[Collected data]
----

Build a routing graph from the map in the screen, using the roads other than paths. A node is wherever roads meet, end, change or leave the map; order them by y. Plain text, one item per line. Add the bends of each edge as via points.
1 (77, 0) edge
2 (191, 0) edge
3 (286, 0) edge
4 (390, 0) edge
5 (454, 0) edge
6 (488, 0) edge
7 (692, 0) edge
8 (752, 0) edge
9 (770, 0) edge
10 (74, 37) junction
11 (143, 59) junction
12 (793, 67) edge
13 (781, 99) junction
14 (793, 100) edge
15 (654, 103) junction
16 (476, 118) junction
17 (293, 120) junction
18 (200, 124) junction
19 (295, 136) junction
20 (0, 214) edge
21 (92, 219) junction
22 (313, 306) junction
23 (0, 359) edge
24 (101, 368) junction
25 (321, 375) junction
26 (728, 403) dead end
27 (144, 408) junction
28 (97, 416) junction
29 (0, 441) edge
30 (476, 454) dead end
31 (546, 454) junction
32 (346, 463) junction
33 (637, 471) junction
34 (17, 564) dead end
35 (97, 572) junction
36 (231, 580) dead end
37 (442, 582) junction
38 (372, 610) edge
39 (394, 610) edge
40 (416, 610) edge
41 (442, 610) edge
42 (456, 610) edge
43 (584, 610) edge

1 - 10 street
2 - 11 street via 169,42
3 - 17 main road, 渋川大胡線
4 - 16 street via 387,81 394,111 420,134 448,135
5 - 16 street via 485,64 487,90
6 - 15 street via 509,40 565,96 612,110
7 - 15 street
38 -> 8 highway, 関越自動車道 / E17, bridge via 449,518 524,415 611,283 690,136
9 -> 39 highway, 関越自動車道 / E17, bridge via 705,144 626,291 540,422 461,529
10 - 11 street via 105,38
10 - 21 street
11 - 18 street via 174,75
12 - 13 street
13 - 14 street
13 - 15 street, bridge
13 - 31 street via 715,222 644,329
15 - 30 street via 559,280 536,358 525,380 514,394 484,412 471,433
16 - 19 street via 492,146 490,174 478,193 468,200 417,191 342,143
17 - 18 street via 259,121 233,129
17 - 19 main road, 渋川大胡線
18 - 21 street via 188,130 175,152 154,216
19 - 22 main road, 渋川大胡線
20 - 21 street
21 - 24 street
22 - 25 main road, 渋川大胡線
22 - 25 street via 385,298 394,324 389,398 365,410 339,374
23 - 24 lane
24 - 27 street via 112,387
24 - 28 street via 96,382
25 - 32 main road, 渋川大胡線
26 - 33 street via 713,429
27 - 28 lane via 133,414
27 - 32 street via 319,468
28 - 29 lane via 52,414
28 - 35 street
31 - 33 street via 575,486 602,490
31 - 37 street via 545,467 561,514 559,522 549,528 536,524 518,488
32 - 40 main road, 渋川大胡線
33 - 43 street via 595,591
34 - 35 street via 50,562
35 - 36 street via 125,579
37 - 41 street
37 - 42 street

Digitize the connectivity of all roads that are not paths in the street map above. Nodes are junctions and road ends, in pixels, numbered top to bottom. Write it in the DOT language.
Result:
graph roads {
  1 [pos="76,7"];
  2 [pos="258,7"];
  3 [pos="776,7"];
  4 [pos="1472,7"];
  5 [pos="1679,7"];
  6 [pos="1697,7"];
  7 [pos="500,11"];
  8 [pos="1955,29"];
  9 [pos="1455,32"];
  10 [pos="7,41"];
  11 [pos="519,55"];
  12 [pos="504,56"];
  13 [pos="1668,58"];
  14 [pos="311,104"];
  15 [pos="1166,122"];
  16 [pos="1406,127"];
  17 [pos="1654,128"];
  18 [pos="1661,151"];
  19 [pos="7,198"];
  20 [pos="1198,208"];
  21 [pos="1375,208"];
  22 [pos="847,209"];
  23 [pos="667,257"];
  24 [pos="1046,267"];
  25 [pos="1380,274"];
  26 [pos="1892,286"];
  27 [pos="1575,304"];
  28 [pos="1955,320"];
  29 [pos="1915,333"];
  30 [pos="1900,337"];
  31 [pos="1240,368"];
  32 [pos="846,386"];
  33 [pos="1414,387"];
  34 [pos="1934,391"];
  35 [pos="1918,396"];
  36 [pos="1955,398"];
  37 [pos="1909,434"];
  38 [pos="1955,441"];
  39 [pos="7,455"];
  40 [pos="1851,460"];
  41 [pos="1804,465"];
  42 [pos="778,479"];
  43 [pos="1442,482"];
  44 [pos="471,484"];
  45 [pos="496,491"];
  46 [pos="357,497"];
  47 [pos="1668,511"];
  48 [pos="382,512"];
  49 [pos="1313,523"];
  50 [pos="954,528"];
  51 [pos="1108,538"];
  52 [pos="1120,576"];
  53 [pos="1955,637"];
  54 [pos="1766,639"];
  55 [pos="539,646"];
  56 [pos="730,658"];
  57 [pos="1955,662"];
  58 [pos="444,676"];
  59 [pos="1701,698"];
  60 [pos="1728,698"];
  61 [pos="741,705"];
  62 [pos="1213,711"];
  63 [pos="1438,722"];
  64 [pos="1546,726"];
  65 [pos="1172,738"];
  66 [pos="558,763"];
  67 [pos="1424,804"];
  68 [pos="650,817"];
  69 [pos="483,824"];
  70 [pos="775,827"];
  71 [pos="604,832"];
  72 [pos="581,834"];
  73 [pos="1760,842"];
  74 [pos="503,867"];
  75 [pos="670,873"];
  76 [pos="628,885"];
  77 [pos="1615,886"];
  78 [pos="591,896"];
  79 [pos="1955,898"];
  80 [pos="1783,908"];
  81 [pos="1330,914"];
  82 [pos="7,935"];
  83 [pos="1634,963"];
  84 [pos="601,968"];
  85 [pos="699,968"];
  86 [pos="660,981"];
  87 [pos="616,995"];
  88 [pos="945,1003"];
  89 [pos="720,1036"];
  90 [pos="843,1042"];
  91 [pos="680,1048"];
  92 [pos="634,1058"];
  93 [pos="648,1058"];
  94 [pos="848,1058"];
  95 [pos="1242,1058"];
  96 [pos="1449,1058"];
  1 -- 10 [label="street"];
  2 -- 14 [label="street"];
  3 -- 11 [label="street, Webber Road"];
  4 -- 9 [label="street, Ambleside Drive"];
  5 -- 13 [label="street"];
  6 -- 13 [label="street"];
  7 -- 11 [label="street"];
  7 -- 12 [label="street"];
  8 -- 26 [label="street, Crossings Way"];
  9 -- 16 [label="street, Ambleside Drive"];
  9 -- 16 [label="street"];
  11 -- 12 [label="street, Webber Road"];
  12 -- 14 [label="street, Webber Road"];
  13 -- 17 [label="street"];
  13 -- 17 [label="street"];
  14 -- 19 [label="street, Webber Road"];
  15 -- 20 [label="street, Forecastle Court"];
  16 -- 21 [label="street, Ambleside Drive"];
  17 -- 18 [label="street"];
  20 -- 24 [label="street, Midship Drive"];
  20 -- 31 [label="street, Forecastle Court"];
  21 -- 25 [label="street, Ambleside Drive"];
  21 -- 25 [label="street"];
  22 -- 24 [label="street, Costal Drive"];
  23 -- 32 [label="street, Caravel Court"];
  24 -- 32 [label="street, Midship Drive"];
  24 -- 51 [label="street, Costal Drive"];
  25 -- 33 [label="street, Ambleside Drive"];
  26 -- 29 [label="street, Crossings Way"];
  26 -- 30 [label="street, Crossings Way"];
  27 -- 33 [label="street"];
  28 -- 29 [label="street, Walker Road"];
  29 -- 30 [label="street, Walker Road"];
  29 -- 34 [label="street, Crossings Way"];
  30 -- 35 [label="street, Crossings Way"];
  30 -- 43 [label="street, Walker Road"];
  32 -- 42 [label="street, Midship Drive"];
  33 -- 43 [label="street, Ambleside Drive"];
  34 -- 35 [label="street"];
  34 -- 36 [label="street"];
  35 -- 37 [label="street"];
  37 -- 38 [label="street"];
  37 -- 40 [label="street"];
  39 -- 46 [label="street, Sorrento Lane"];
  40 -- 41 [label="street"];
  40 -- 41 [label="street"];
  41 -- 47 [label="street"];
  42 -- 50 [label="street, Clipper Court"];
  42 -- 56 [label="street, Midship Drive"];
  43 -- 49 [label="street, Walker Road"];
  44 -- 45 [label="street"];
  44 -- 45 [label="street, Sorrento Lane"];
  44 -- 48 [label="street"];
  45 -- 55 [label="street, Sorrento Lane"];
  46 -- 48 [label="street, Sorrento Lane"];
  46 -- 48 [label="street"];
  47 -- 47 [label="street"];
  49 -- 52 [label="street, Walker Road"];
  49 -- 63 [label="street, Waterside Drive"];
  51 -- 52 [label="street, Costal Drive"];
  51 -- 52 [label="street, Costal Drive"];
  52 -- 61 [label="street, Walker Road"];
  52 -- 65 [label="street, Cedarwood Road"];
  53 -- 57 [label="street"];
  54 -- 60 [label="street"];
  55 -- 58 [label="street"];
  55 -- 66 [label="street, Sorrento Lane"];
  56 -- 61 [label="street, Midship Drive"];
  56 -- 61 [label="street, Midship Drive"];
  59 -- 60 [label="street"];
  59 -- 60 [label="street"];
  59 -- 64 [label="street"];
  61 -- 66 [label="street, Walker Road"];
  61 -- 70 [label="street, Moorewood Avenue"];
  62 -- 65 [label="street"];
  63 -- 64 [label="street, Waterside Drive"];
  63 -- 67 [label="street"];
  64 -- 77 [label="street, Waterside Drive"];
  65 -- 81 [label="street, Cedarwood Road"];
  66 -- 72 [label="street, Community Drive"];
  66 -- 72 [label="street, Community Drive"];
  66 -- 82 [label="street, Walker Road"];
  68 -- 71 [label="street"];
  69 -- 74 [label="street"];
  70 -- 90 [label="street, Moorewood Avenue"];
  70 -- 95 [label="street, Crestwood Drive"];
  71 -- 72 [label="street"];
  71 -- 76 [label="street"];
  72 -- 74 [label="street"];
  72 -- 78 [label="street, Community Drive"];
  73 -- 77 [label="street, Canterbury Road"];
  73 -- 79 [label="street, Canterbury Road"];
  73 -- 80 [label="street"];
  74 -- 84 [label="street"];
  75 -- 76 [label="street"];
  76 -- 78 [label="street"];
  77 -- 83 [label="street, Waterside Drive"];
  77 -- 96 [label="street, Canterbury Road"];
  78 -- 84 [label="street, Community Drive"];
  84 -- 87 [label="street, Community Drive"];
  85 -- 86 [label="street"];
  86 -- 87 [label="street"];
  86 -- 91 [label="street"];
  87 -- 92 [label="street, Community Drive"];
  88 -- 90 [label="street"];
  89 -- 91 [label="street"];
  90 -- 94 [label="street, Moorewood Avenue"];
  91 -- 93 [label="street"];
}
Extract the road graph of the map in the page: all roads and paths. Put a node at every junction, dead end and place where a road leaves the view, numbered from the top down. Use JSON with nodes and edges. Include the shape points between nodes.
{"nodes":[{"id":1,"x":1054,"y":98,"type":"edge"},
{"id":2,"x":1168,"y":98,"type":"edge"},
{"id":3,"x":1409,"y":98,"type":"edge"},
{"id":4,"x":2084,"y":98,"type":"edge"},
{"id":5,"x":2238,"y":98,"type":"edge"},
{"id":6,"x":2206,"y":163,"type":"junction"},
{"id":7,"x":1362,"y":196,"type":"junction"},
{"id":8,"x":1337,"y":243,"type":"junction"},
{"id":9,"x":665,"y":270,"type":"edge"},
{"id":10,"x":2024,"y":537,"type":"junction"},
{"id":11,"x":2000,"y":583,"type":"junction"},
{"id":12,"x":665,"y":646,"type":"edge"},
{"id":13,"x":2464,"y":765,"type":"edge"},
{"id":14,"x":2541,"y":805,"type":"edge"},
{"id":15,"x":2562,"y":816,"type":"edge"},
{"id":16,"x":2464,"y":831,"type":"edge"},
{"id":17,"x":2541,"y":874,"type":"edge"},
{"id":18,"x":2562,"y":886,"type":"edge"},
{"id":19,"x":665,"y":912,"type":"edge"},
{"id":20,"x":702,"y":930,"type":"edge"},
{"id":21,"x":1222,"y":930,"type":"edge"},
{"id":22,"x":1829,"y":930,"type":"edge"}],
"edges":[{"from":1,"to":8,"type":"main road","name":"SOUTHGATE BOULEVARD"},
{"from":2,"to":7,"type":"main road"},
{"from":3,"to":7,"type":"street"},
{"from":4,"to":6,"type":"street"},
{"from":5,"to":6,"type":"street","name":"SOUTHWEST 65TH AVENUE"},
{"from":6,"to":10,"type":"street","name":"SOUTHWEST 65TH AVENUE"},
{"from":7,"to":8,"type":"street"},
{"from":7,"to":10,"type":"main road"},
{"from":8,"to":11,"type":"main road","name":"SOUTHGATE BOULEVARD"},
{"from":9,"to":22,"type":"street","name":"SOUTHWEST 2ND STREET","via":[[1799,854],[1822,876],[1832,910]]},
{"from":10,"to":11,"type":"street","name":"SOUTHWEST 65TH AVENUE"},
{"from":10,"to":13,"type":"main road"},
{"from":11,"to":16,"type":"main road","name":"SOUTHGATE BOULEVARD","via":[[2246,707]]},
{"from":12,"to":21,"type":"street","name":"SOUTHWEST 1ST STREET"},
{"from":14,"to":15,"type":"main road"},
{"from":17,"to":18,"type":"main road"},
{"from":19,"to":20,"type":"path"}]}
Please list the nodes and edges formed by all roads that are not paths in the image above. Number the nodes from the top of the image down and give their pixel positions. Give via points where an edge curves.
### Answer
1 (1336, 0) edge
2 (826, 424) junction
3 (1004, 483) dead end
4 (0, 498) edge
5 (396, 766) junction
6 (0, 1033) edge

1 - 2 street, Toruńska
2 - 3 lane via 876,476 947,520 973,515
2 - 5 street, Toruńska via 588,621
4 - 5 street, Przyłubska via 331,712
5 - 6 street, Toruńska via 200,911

----

• What is required
Respond with a number only, please: how many lines in this data include the word "Moorewood".

• Output of the exercise
3